Exercise instructions —
This exercise asks for every line of the material that includes the word "MADISON".
Source data START
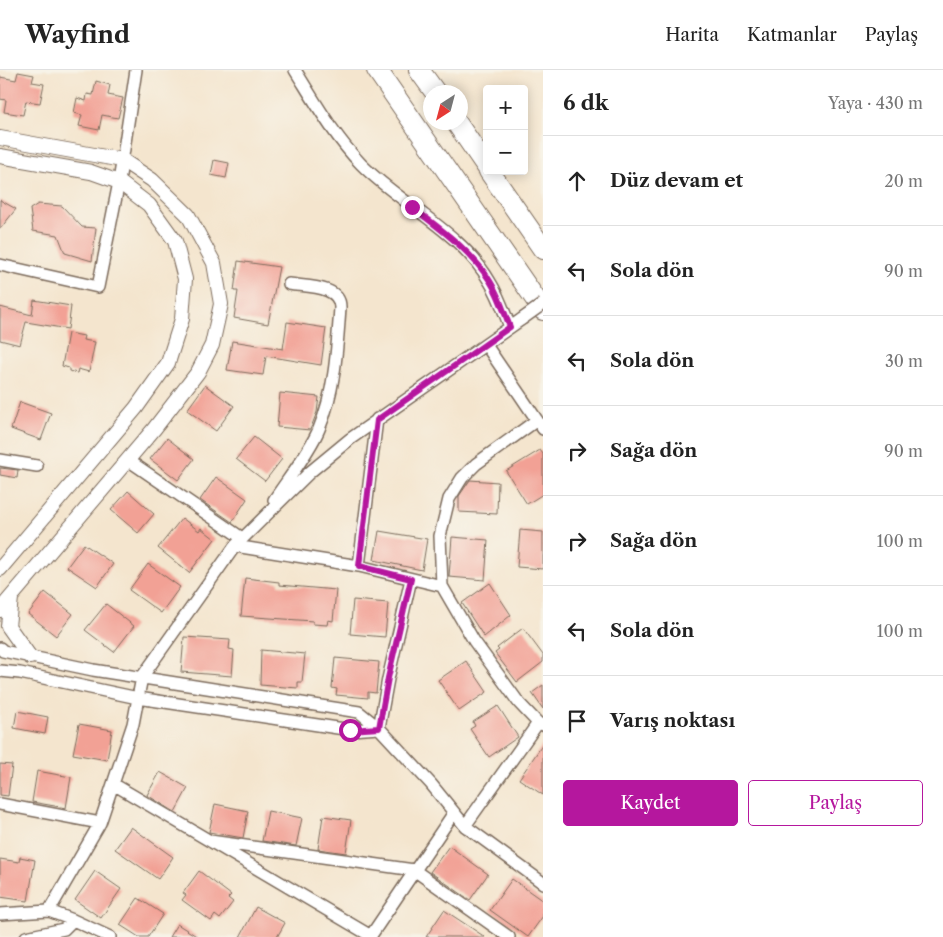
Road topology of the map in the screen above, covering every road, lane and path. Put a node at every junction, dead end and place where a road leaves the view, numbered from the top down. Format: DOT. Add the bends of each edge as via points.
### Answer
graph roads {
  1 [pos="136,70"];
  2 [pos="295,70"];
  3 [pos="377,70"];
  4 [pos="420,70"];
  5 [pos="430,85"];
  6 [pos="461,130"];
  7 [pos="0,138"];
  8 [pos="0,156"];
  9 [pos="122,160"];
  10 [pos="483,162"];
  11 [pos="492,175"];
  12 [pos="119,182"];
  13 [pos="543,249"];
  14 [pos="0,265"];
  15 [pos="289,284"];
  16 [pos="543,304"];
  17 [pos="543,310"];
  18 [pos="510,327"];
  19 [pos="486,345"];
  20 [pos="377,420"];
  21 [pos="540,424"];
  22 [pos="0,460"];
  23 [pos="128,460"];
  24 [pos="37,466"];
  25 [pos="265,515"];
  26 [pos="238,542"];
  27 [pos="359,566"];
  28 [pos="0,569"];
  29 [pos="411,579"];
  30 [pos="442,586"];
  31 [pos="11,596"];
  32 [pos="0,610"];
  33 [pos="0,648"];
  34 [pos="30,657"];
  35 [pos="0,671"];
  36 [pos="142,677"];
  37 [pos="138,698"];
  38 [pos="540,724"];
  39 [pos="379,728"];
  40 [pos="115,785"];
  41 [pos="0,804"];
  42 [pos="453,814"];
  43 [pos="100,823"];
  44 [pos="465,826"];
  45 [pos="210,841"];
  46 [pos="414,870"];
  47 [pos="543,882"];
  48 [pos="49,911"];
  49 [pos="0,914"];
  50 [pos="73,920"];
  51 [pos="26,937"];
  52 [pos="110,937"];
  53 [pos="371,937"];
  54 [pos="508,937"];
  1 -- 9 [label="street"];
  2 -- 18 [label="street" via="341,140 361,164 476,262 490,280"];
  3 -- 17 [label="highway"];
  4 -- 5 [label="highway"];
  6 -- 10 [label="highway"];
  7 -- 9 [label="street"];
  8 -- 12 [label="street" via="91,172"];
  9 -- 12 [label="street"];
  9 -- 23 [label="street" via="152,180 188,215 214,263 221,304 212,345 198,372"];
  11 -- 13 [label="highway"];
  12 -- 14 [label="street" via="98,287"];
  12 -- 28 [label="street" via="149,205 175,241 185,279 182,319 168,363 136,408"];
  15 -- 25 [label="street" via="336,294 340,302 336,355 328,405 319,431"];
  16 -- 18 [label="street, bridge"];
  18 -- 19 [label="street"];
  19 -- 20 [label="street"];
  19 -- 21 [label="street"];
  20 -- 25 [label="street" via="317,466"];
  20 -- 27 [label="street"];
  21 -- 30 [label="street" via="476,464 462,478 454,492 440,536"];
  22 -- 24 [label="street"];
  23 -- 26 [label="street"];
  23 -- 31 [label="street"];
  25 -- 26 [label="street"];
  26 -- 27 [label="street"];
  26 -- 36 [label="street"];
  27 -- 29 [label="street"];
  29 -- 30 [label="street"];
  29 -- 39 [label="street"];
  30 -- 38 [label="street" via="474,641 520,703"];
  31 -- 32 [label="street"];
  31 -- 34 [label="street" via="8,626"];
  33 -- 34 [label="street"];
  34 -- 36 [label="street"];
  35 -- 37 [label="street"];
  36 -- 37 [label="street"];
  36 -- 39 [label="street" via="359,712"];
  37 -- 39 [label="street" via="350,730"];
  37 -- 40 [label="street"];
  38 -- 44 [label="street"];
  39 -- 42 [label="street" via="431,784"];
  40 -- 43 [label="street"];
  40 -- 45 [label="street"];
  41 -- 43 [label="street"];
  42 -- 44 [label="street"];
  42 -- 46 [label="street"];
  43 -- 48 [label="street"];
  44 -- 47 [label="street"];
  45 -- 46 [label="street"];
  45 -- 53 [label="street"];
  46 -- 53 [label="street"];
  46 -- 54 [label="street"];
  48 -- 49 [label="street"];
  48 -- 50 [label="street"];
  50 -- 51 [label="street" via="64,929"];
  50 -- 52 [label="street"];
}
Source data END
Source data START
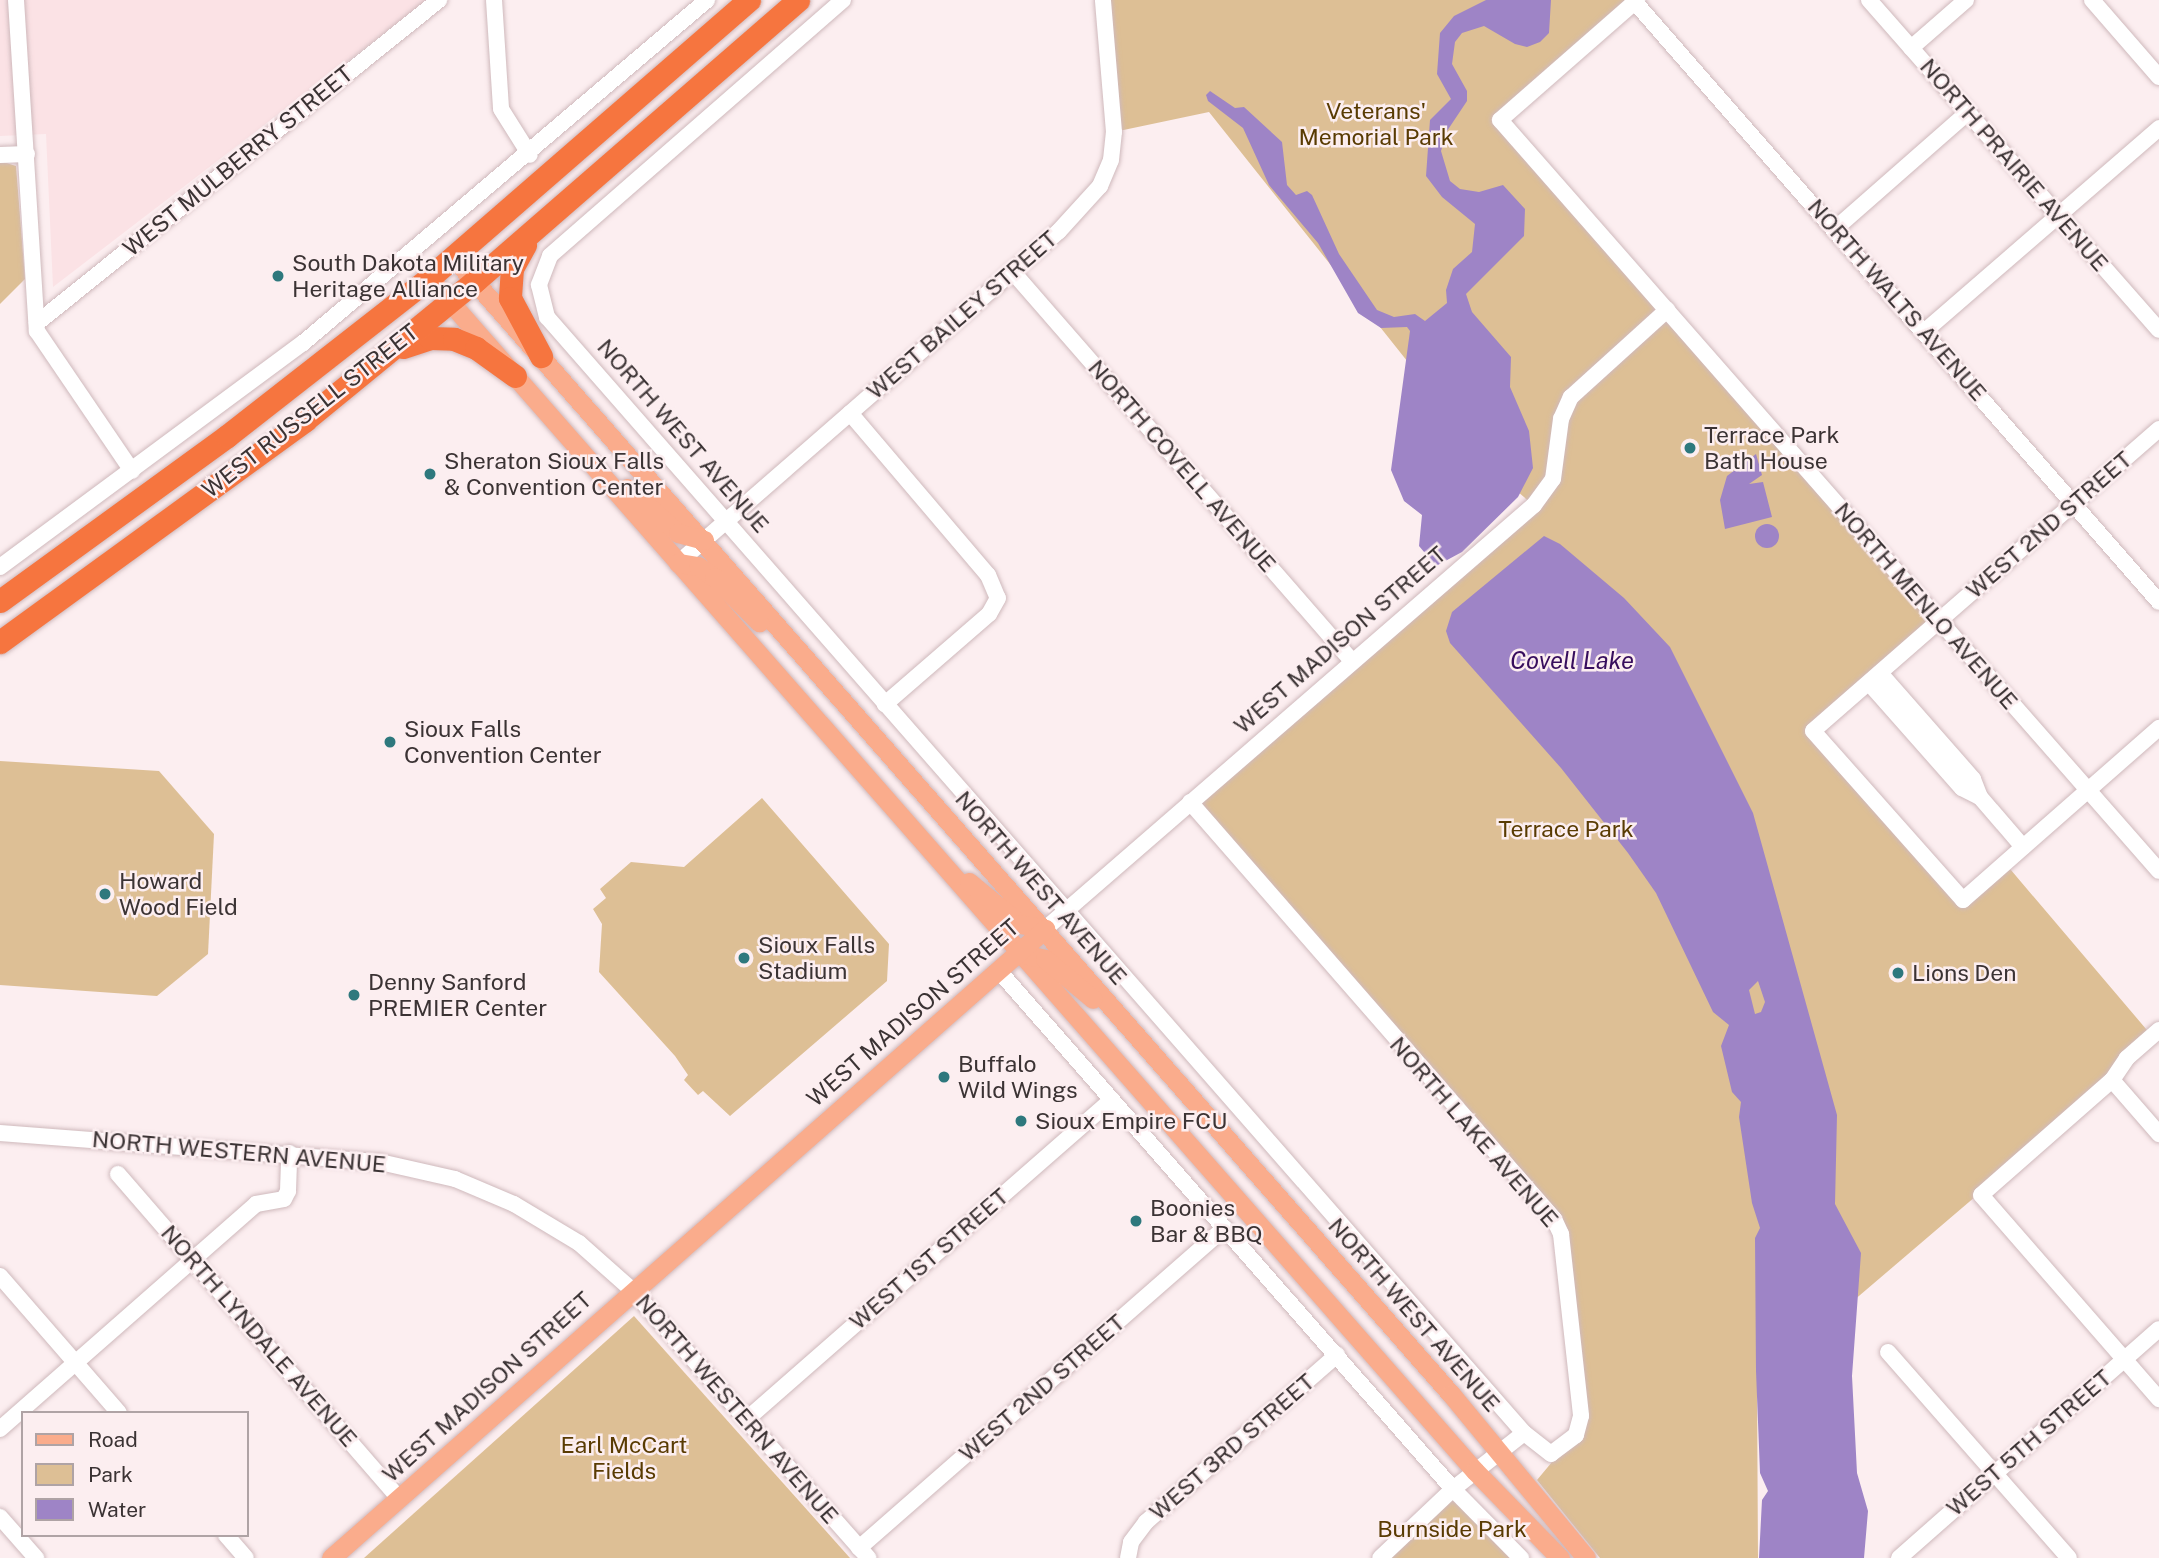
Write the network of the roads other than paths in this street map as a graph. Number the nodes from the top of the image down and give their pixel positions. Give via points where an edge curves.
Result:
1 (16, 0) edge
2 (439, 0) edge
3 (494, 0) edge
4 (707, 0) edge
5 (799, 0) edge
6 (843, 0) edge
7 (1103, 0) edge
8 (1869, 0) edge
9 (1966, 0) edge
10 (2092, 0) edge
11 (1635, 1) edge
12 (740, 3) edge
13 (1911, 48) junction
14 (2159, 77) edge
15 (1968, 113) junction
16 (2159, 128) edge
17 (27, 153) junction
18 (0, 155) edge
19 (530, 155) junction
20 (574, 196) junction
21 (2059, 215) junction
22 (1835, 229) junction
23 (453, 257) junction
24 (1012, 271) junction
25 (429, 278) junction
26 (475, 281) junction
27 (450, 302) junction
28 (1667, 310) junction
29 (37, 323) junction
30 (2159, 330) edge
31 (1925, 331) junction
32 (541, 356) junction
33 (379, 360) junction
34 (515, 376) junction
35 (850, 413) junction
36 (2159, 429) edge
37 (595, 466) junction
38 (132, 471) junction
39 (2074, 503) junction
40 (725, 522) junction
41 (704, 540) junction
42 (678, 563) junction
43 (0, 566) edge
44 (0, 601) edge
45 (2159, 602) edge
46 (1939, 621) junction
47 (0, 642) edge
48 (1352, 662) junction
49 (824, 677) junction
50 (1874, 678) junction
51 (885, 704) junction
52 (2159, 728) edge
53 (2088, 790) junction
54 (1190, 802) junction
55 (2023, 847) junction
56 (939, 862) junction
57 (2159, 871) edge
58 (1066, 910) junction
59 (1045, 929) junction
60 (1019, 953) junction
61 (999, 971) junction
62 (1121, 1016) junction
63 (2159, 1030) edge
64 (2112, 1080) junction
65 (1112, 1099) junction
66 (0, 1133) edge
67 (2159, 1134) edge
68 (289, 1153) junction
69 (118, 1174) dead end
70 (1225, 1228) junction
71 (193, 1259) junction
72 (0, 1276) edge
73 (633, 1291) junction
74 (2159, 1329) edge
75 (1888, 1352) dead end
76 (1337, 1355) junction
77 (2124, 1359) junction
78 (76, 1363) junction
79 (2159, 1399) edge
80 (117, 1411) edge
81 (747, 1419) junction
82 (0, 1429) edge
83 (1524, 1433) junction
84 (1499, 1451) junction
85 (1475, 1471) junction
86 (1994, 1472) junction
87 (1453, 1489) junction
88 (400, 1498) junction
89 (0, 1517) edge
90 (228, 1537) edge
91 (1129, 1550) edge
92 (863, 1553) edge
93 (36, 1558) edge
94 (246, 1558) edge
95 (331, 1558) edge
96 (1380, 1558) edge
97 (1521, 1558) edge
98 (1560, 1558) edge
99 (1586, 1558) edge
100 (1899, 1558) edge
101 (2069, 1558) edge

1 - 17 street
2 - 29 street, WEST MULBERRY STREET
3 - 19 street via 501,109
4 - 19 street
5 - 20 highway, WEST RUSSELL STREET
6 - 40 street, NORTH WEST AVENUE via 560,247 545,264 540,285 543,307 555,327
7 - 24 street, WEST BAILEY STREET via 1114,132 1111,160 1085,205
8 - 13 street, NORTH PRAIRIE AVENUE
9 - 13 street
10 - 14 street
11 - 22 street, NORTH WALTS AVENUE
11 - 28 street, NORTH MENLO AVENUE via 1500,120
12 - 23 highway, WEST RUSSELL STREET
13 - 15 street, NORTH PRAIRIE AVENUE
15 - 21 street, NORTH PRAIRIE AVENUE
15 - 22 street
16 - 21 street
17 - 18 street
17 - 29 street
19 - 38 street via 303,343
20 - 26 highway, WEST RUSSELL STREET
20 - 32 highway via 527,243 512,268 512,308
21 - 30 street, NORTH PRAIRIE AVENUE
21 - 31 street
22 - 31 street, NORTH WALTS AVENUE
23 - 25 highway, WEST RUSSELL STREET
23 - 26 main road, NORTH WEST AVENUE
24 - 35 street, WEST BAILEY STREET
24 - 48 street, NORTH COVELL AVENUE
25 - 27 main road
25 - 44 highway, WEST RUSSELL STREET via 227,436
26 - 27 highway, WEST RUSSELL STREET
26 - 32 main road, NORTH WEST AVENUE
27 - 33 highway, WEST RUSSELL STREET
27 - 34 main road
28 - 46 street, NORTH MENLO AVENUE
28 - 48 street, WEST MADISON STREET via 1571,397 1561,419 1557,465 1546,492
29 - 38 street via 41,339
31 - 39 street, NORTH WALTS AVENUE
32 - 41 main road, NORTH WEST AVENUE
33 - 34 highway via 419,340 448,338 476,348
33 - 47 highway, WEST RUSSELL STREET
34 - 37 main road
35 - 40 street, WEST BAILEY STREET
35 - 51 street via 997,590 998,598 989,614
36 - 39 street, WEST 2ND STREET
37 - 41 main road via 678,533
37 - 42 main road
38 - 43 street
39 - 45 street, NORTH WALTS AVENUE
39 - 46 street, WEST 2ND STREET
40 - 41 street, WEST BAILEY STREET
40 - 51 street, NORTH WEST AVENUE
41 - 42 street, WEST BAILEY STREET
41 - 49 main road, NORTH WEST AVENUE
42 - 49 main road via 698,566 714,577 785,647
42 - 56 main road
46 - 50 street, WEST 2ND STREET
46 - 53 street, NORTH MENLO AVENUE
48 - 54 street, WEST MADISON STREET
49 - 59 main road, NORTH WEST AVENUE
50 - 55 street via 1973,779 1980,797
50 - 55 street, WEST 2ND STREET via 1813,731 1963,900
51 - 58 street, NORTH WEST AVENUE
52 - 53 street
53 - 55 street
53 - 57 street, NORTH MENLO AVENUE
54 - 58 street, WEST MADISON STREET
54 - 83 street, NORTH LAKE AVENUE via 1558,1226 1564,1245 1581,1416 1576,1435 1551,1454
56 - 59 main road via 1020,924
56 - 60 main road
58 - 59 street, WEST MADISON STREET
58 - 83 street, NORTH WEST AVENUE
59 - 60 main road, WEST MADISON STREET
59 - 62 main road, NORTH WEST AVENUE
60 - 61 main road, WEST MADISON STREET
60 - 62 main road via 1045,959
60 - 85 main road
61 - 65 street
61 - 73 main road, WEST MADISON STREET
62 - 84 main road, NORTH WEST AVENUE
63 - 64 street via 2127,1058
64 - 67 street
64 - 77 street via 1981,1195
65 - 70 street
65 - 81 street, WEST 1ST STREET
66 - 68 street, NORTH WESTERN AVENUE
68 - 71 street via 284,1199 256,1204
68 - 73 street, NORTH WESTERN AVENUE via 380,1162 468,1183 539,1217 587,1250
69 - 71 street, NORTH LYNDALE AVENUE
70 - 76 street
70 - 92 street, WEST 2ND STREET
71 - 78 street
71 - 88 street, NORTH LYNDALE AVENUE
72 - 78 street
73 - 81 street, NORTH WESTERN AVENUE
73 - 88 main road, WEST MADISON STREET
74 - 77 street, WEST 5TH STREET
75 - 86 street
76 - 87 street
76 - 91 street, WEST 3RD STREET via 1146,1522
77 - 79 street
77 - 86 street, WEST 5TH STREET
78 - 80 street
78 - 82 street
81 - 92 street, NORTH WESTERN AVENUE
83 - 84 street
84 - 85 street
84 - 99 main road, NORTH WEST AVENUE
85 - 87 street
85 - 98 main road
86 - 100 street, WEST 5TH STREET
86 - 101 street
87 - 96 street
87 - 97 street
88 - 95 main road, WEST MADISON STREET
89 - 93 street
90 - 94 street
Source data END
Your solution —
28 - 48 street, WEST MADISON STREET via 1571,397 1561,419 1557,465 1546,492
48 - 54 street, WEST MADISON STREET
54 - 58 street, WEST MADISON STREET
58 - 59 street, WEST MADISON STREET
59 - 60 main road, WEST MADISON STREET
60 - 61 main road, WEST MADISON STREET
61 - 73 main road, WEST MADISON STREET
73 - 88 main road, WEST MADISON STREET
88 - 95 main road, WEST MADISON STREET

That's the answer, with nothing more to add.